Schallschutzwand Felderhof I

Schallschutzwand Felderhof I

Eine aktive Maßnahme stellt die bahnparallele Lärmschutzwand dar, die wie im Nachbargebiet den maßgeblichen Lärm abfangen kann. Auf Basis des Schallschutzgutachtens wurden verschiedene Varianten und Höhen geprüft und Immissionsberechnungen durchgeführt. Unter Berücksichtigung der vorgesehenen Schallschutzwand mit einer Höhe von etwa 5 Metern ergeben sich deutliche Minderungen der Lärmbelastung tags und nachts. Um eine Pegelerhöhung auf der gegenüberliegenden Seite der Eisenbahntrasse zu vermeiden, sieht die Planung vor, die Schallschutzwand auf der gleiszugewandten Seite schallabsorbierend auszuführen. Gutachtlich kann bestätigt werden, dass die Errichtung der schallabsorbierenden Lärmschutzwand keine wesentlich negativen Auswirkungen auf die östlich angrenzende Wohnbebauung haben wird. Ferner verpflichtet sich der Investor unabhängig von dem Bauleitverfahren eine zusätzliche Lärmschutzwand östlich der Bahn zu errichten, um die geringfügigen Reflexionen der hinzukommenden Lärmschutzwand anzufangen.

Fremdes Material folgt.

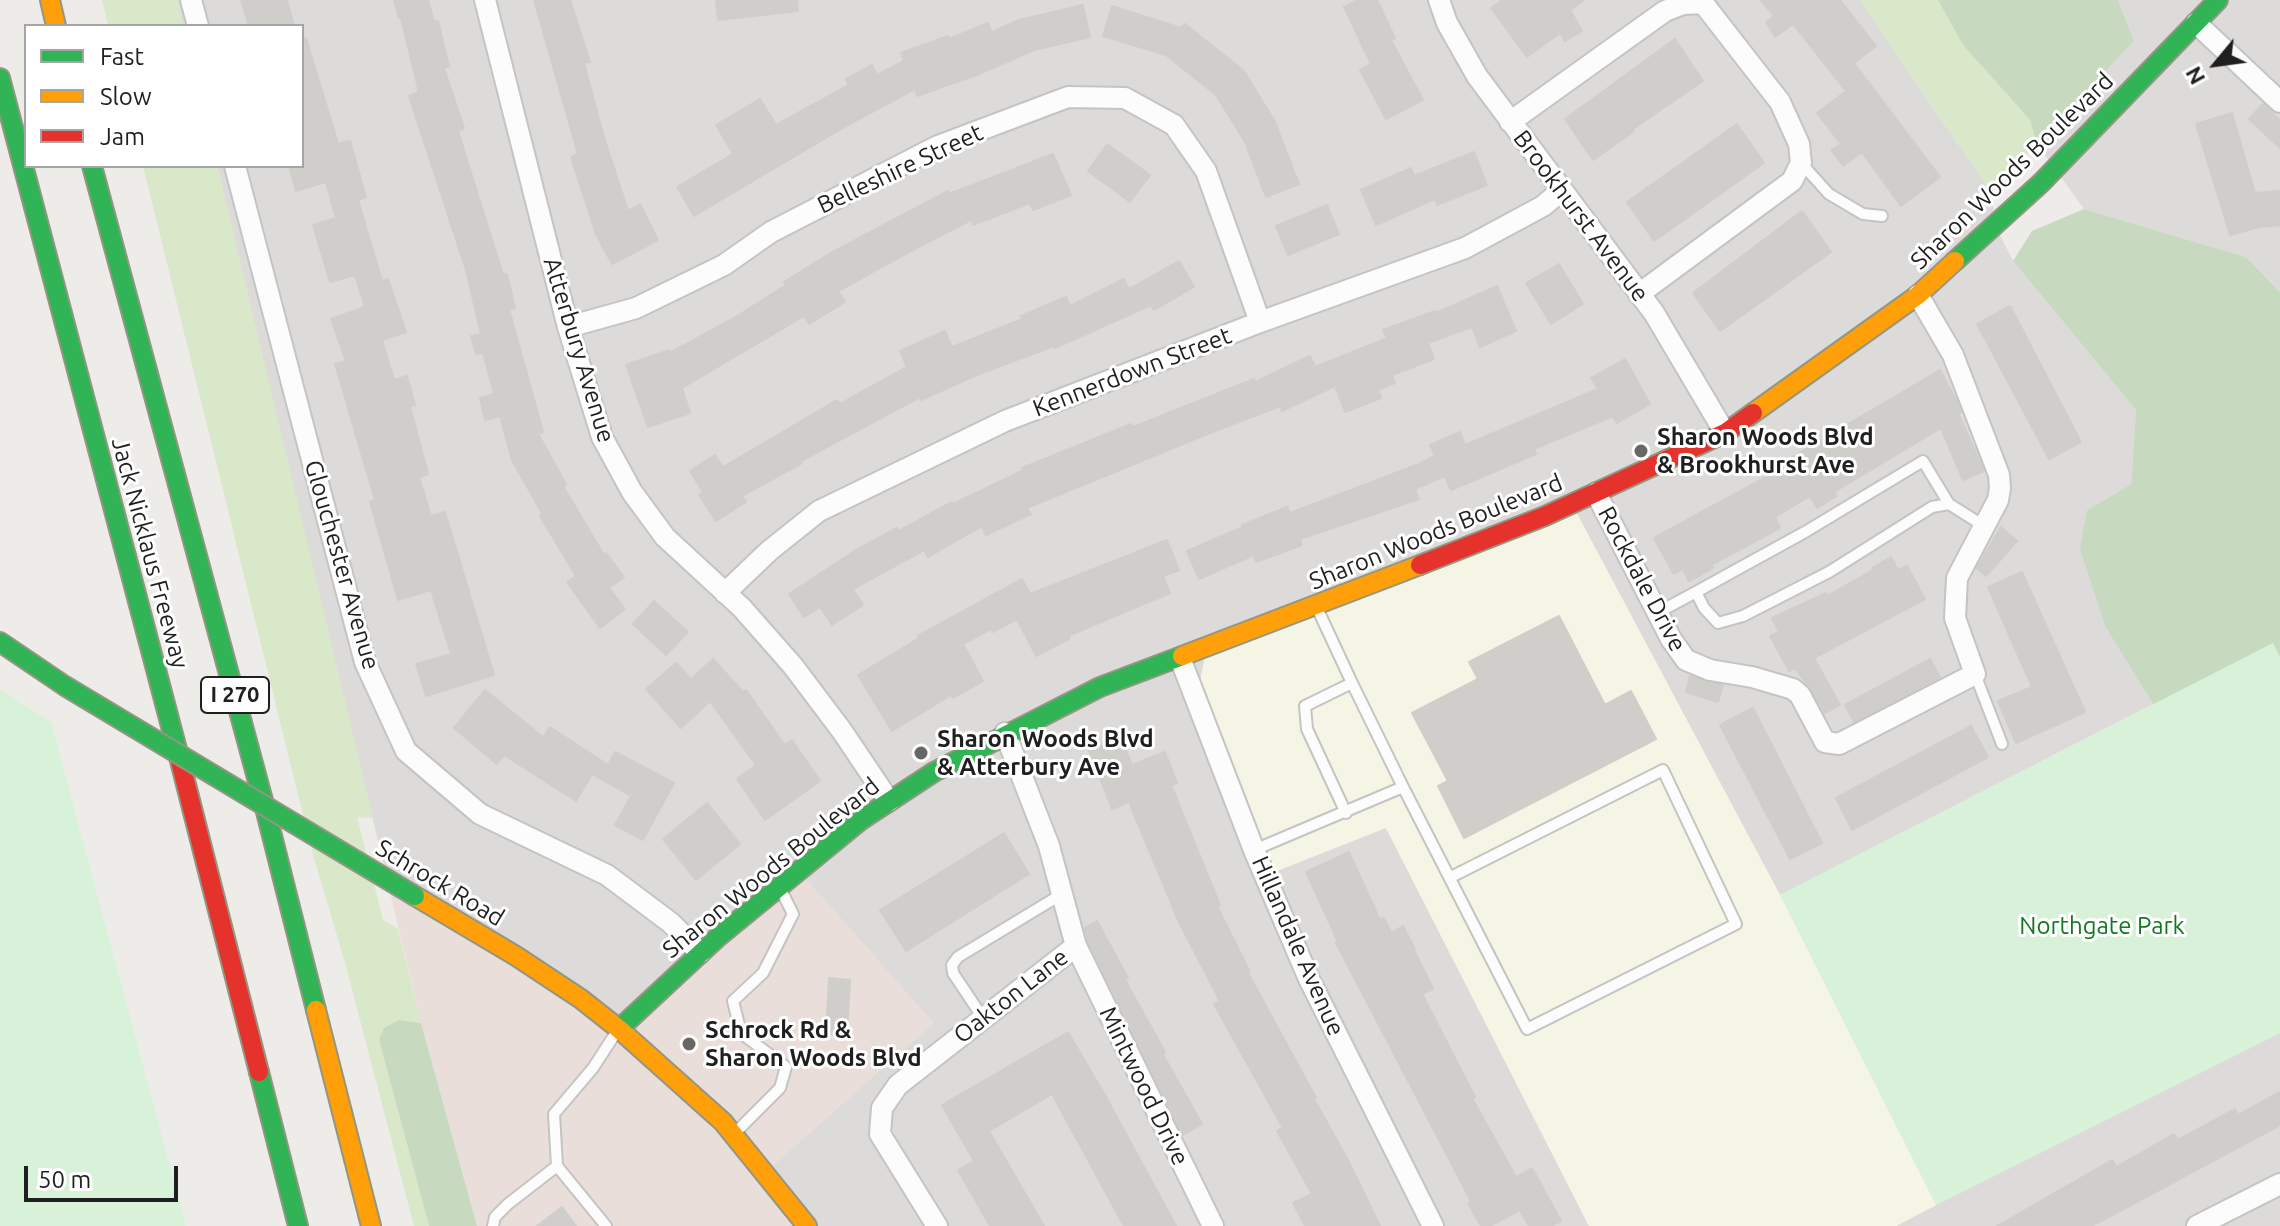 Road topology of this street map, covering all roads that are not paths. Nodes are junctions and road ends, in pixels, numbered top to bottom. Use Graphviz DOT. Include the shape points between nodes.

Zusätzlich sollen passive Maßnahmen am Gebäude wie beispielsweise Schallschutzfenster und eine mechanische Belüftung zusätzlichen Schallschutz garantieren.

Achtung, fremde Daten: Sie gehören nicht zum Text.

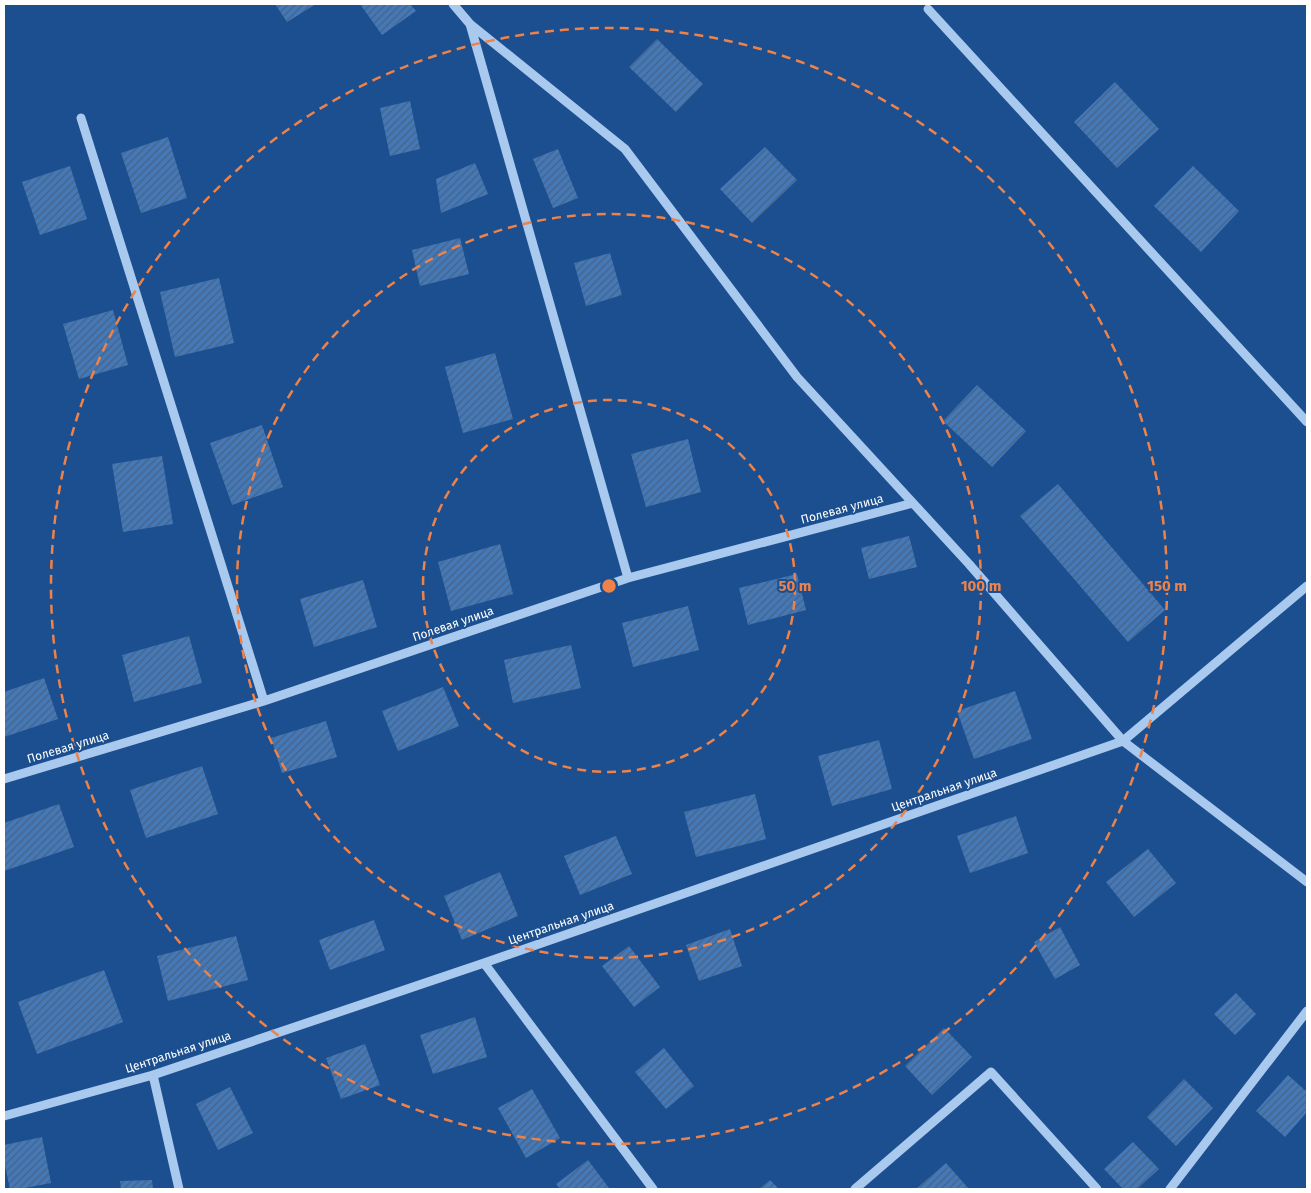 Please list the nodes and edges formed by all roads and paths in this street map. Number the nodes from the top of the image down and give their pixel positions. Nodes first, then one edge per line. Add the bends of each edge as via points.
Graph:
1 (452, 4) edge
2 (928, 9) dead end
3 (470, 24) junction
4 (81, 118) dead end
5 (1307, 422) edge
6 (913, 503) junction
7 (628, 578) junction
8 (1307, 586) edge
9 (264, 701) junction
10 (1123, 741) junction
11 (4, 779) edge
12 (1307, 882) edge
13 (484, 963) junction
14 (1307, 1011) edge
15 (153, 1075) junction
16 (4, 1116) edge
17 (178, 1189) edge
18 (653, 1189) edge
19 (855, 1189) edge
20 (1097, 1189) edge
21 (1170, 1189) edge

1 - 3 street
2 - 5 street
3 - 6 street via 625,149 797,377
3 - 7 street
4 - 9 street
6 - 7 street, Полевая улица
6 - 10 street
7 - 9 street, Полевая улица
8 - 10 street
9 - 11 street, Полевая улица
10 - 12 street
10 - 13 street, Центральная улица
13 - 15 street, Центральная улица
13 - 18 street
14 - 21 street
15 - 16 street, Центральная улица
15 - 17 street
19 - 20 street via 991,1072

Diese Vorgaben finden verbindlichen Einzug in die planungsrechtlichen Festsetzungen. Somit ergibt sich ein tragfähiges Maßnahmenkonzept zur Bewältigung des Schienenverkehrslärms. Das südlich anschließende Wohnquartier Felderhof I zeigt bereits in der Realisierung, dass qualitativ hochwertiges Wohnen mit einem hohen Freizeitwert und entsprechender Wohnruhe in Nachbarschaft zu der Bahntrasse in der Praxis konfliktfrei funktionieren kann.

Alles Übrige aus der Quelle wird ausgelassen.